- _Supplied data_:
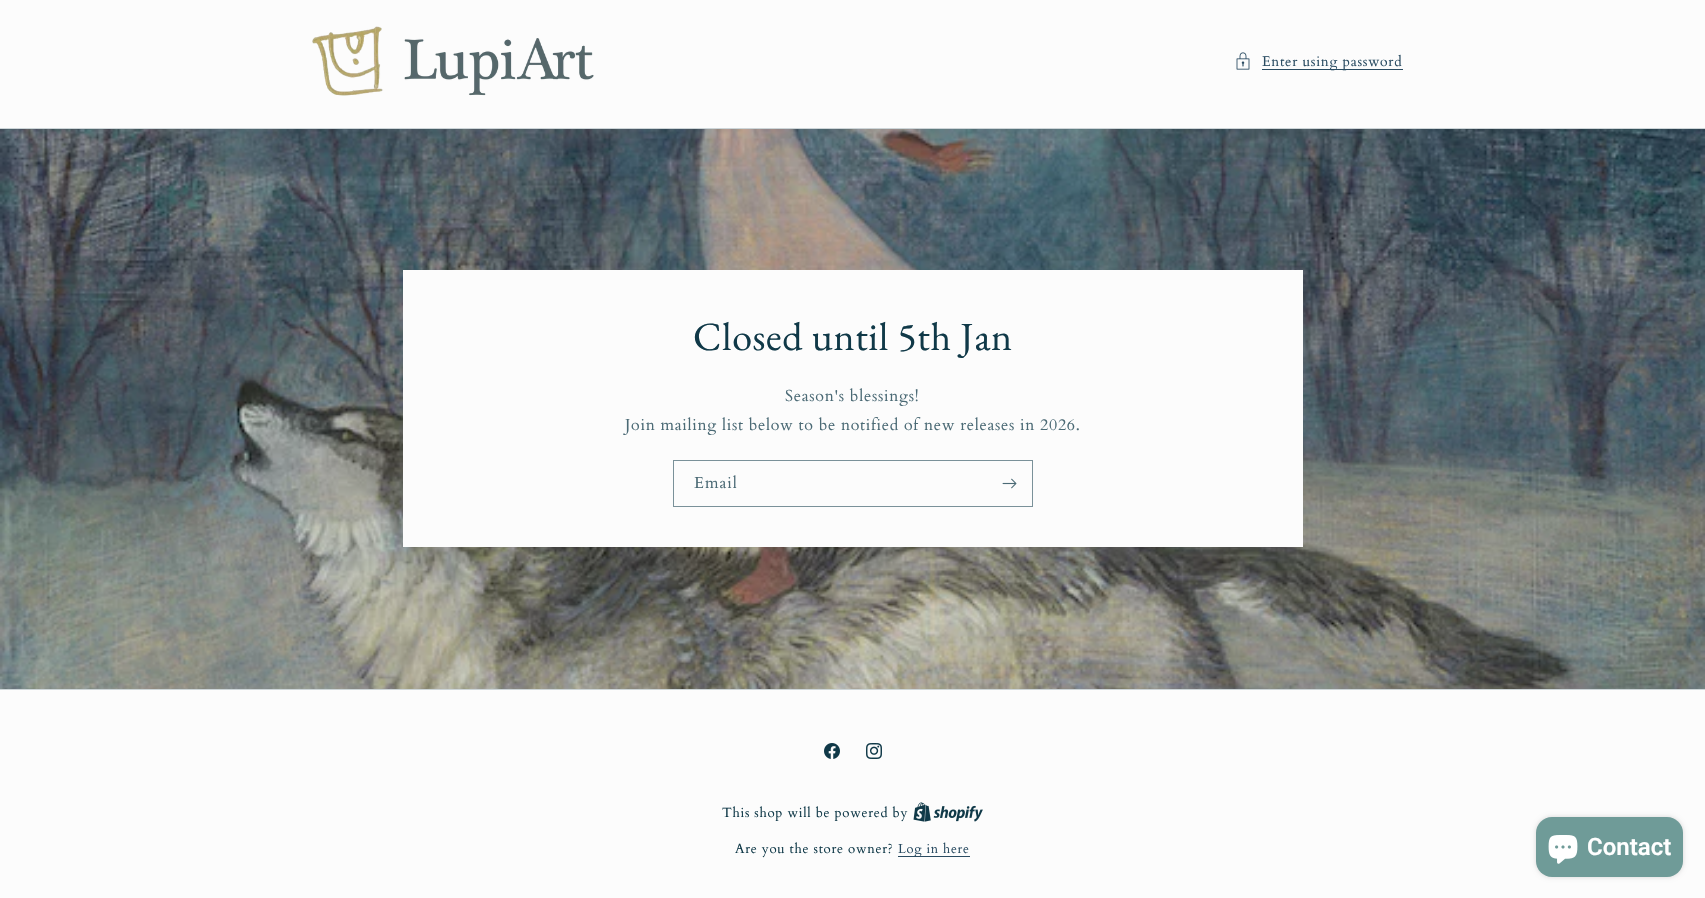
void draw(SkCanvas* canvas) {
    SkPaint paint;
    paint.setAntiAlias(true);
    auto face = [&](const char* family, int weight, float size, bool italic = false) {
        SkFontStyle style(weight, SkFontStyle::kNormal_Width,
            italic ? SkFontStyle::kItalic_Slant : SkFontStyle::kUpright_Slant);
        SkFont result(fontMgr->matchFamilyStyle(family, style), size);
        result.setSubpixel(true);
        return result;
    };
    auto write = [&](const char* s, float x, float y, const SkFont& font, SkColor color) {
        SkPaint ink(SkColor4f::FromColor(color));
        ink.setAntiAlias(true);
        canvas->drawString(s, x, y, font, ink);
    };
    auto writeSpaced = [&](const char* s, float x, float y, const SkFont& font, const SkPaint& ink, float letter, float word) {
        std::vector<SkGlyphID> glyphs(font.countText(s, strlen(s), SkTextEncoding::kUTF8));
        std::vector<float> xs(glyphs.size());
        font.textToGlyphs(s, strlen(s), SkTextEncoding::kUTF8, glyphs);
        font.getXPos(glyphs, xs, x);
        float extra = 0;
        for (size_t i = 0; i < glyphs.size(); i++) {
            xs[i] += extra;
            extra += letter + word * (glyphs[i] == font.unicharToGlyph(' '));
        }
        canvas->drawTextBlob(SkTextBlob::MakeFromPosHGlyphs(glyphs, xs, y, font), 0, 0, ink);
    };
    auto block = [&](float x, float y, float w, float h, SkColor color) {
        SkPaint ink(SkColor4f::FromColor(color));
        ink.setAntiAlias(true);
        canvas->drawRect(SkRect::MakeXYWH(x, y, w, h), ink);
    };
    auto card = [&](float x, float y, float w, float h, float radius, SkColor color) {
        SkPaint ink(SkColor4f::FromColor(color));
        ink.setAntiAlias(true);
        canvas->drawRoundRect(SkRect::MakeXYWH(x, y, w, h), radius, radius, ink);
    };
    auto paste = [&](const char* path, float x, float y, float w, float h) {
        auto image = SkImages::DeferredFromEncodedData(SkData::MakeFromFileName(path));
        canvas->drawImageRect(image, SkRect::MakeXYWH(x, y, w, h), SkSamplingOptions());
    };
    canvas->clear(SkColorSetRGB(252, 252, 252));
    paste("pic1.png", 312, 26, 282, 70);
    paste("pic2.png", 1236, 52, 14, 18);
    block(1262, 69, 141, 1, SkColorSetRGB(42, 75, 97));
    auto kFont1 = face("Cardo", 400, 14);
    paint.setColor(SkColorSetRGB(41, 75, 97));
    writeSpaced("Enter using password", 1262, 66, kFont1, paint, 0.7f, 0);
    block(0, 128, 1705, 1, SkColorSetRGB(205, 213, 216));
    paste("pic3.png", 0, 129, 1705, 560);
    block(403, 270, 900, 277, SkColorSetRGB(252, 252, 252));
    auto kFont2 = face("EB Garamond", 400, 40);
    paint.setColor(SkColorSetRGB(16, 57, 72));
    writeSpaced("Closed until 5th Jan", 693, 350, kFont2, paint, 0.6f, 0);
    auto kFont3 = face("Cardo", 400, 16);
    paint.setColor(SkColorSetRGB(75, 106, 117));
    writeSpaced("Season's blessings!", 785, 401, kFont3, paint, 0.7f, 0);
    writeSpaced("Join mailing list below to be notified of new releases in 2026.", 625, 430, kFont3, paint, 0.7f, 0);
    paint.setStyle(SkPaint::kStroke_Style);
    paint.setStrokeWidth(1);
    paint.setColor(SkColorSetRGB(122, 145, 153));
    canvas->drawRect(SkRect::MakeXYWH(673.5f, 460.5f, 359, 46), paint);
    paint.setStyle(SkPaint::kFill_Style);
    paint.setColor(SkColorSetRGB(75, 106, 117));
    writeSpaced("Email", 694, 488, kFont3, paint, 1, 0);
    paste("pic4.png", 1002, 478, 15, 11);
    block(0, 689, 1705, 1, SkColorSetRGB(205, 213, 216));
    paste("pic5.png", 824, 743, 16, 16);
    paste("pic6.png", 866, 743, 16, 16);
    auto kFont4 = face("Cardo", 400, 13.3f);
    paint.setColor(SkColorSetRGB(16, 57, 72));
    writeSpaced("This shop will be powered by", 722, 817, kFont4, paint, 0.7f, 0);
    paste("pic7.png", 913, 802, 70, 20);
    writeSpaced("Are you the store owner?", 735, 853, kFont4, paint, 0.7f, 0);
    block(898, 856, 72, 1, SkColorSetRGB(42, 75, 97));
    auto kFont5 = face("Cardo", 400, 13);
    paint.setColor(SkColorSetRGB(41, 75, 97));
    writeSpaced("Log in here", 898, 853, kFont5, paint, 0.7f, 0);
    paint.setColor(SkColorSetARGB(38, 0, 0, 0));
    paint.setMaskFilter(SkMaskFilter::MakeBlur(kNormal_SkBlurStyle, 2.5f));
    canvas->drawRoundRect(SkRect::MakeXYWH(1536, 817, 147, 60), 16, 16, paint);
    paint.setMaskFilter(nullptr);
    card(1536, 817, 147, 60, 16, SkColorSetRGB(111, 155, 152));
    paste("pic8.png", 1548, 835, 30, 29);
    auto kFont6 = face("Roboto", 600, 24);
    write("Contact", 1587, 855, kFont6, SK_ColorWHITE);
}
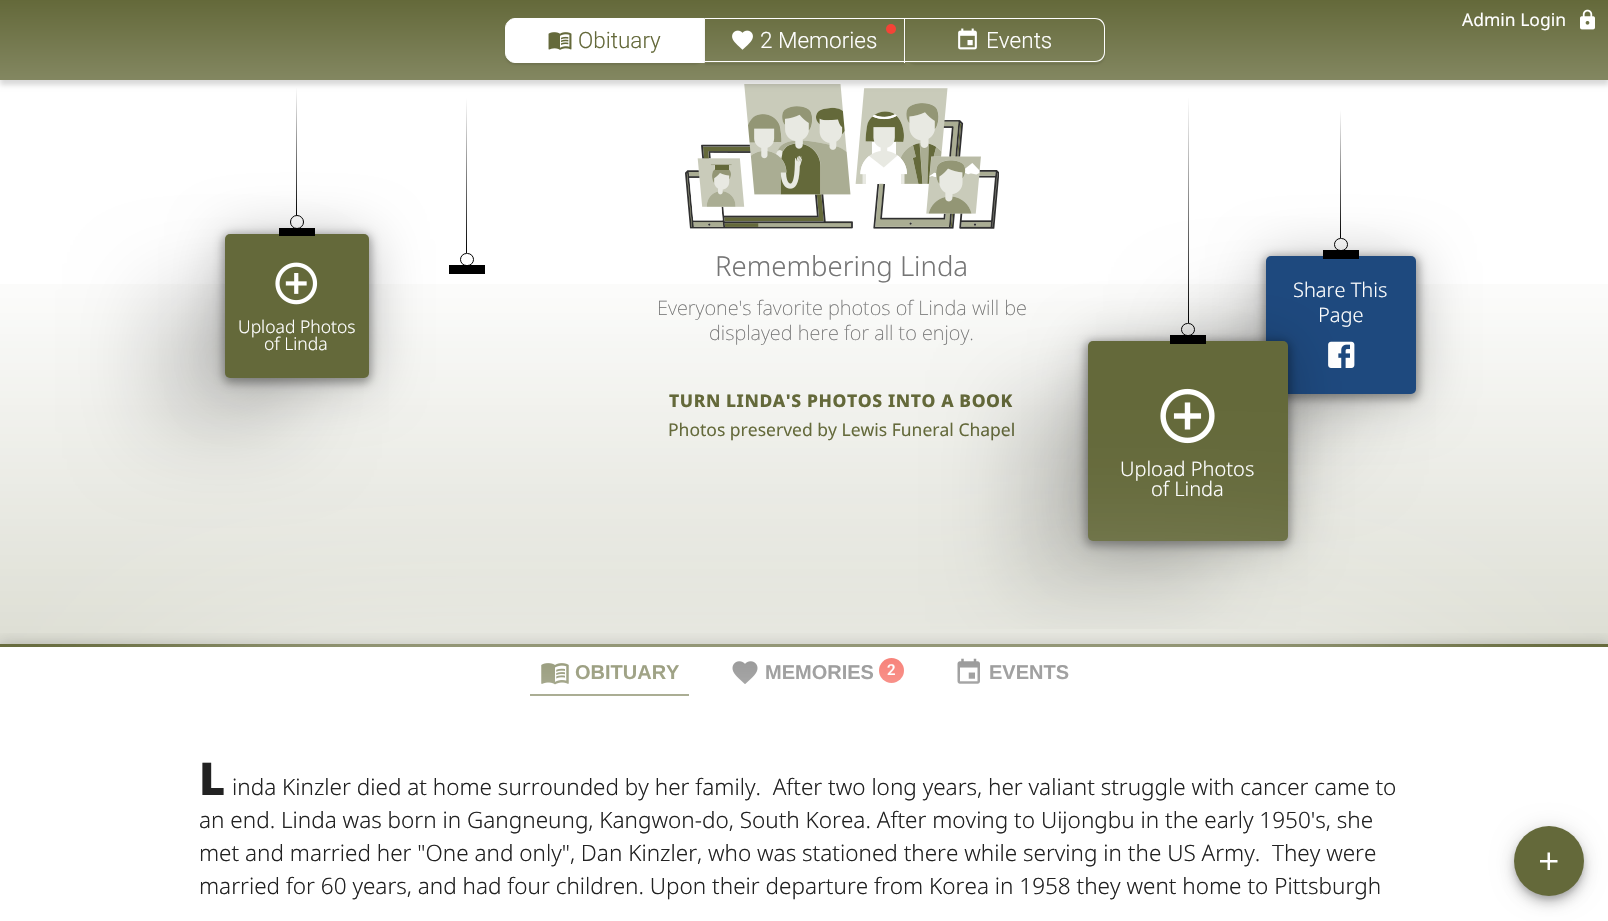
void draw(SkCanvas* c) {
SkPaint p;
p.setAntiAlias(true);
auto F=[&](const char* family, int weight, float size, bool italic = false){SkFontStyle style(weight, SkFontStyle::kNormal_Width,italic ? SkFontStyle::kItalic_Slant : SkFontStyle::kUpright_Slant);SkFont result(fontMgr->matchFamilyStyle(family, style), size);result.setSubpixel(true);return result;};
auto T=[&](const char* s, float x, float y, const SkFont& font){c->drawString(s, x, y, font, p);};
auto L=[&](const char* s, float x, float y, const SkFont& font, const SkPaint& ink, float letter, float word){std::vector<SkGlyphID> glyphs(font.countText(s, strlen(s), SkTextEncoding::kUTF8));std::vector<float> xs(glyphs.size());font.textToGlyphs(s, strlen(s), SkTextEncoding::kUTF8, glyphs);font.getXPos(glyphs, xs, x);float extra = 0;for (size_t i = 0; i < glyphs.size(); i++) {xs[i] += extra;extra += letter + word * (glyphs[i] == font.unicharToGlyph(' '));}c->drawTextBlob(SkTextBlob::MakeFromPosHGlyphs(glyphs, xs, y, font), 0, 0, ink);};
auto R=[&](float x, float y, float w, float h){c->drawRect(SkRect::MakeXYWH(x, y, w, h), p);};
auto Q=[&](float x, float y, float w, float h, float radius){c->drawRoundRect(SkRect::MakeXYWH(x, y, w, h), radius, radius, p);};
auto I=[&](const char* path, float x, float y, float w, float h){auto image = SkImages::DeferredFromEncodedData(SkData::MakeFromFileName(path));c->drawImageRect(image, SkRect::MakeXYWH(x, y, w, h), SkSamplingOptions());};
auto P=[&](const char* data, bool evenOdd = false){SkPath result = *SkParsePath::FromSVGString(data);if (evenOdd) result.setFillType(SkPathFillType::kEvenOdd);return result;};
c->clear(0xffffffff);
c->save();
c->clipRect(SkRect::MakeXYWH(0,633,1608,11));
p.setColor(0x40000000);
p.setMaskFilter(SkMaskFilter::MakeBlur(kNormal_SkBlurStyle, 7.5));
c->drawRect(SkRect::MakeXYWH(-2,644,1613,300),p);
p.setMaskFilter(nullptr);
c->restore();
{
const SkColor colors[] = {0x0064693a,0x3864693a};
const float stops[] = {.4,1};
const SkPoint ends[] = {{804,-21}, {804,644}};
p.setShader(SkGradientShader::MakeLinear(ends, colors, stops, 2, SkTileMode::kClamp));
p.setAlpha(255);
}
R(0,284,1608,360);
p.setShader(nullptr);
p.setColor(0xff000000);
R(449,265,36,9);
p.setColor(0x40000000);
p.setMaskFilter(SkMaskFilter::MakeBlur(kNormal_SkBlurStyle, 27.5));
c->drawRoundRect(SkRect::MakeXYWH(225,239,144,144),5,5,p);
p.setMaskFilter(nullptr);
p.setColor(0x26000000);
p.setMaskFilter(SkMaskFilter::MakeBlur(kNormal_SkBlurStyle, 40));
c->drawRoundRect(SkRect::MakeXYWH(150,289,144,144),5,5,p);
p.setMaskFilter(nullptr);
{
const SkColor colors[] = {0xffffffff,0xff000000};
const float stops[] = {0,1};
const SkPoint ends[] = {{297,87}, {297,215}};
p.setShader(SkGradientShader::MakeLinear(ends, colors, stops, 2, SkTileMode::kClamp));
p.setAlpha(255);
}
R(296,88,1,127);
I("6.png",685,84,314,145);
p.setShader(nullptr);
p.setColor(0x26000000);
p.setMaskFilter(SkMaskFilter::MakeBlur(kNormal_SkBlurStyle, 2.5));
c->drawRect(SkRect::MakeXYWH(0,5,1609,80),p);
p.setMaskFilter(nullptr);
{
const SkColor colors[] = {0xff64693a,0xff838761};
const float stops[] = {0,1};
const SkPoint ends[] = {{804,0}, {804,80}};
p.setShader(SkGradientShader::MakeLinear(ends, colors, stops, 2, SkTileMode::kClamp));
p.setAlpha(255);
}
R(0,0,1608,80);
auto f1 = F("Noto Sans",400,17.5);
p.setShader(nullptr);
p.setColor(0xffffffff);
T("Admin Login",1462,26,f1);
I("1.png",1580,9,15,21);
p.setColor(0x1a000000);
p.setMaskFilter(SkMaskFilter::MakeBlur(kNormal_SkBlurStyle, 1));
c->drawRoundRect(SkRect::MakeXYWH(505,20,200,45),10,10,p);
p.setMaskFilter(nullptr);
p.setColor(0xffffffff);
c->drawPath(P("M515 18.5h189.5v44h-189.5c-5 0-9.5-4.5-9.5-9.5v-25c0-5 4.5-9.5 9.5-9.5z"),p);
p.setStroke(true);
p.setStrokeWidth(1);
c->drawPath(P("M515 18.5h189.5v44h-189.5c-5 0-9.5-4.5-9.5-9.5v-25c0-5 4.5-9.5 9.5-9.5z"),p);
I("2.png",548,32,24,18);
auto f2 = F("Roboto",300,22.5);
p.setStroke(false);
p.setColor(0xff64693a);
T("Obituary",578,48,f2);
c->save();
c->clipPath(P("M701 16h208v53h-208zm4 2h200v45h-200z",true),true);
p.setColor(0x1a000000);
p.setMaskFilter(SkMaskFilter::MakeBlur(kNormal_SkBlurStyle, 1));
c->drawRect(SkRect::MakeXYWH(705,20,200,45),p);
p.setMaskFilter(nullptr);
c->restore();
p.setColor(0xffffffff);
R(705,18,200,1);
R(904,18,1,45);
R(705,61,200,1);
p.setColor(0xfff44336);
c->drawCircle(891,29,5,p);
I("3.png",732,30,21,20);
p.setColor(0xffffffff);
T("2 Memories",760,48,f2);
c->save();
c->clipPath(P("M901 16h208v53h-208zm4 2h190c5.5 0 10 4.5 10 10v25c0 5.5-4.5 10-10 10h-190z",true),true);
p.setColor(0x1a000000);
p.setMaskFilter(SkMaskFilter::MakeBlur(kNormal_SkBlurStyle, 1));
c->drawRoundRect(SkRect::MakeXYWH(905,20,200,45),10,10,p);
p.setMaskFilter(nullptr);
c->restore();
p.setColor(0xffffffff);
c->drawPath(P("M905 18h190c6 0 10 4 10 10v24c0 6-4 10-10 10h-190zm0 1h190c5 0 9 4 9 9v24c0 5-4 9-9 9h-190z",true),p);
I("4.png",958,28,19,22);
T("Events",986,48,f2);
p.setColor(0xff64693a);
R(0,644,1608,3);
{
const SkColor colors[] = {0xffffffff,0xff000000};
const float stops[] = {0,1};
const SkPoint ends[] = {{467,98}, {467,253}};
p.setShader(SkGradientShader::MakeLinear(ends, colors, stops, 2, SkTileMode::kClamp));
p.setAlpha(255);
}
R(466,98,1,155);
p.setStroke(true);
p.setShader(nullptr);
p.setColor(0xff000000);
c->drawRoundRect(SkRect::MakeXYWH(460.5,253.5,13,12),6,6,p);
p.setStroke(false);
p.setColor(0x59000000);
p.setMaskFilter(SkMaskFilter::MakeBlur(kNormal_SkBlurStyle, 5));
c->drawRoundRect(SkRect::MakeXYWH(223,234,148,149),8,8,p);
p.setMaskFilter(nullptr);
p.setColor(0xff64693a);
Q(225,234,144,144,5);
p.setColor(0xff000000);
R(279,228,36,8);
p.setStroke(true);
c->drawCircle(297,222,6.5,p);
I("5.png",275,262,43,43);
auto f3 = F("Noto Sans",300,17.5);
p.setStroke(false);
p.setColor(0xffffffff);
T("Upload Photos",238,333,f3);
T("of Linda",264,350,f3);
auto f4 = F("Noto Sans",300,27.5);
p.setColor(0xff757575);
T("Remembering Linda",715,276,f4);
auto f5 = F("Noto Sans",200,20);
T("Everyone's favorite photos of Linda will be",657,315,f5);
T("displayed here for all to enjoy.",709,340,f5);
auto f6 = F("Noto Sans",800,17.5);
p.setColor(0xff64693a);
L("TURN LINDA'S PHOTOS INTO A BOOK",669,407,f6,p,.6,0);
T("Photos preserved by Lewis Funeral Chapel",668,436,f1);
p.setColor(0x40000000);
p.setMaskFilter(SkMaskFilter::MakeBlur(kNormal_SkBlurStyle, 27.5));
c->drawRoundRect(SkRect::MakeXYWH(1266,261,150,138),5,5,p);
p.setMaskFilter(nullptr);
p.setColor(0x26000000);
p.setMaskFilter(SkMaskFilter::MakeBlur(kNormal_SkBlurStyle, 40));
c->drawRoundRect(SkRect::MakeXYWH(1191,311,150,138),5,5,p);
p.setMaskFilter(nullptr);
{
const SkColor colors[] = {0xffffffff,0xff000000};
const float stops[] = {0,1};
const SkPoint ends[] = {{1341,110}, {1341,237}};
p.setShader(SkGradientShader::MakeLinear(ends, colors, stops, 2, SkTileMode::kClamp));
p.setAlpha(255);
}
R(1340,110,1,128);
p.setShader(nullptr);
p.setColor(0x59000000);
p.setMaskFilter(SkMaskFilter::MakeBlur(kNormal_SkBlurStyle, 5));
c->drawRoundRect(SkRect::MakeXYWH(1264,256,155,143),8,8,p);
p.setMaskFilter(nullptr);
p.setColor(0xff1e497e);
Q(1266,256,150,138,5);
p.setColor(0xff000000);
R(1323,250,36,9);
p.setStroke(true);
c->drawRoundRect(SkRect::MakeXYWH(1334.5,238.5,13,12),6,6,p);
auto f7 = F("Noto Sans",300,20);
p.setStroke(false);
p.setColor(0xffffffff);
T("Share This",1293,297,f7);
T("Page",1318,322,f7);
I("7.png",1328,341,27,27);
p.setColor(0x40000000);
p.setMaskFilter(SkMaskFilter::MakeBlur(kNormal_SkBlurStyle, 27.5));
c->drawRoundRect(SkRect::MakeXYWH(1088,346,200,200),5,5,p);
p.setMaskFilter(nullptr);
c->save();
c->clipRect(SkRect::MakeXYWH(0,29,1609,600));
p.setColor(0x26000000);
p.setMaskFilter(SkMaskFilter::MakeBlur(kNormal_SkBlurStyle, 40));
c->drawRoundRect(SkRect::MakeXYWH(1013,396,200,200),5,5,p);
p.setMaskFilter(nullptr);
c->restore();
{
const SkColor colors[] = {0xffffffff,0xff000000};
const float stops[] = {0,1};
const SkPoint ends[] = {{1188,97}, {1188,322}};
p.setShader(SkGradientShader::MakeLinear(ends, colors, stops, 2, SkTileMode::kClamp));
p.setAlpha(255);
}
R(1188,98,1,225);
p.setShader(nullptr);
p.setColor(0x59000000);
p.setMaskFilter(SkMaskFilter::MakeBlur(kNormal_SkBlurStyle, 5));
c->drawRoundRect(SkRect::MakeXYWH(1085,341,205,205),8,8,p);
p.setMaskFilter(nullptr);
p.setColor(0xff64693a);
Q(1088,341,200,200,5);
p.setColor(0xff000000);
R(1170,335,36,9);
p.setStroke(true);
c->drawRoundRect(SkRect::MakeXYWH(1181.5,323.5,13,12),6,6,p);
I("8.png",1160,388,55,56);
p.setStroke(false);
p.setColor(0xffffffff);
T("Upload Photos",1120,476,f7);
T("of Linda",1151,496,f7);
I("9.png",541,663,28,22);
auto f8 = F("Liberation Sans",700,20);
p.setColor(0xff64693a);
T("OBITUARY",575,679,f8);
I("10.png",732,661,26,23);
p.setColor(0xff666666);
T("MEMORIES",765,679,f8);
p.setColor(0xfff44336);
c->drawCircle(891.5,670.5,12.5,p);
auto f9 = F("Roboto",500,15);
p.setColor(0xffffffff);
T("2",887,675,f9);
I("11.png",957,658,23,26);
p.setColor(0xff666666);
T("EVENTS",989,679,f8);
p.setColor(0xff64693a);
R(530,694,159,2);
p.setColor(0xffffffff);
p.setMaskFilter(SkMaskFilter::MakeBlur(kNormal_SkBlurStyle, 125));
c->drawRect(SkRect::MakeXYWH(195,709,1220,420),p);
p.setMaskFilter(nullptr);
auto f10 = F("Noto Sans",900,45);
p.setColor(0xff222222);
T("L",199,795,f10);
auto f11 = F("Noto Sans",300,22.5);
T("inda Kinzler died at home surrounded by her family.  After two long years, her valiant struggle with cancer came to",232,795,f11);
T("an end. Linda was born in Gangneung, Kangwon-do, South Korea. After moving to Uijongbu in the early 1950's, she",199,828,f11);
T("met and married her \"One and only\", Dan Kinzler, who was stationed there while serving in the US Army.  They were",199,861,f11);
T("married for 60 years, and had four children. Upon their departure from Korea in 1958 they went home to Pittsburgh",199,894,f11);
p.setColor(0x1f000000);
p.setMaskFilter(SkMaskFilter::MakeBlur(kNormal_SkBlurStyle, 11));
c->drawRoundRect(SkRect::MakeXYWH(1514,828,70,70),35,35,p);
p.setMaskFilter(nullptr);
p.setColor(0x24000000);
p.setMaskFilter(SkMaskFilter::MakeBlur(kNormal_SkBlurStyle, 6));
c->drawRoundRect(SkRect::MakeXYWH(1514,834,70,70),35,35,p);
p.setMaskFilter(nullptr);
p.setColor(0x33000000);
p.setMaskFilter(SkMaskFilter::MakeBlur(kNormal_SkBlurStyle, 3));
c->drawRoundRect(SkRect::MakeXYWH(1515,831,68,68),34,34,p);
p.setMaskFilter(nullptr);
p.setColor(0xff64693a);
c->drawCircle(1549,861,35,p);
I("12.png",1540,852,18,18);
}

- _Task description_: Your job is to copy out every line from the records above that has the word "DeferredFromEncodedData".

- _Answer section_:
        auto image = SkImages::DeferredFromEncodedData(SkData::MakeFromFileName(path));
auto I=[&](const char* path, float x, float y, float w, float h){auto image = SkImages::DeferredFromEncodedData(SkData::MakeFromFileName(path));c->drawImageRect(image, SkRect::MakeXYWH(x, y, w, h), SkSamplingOptions());};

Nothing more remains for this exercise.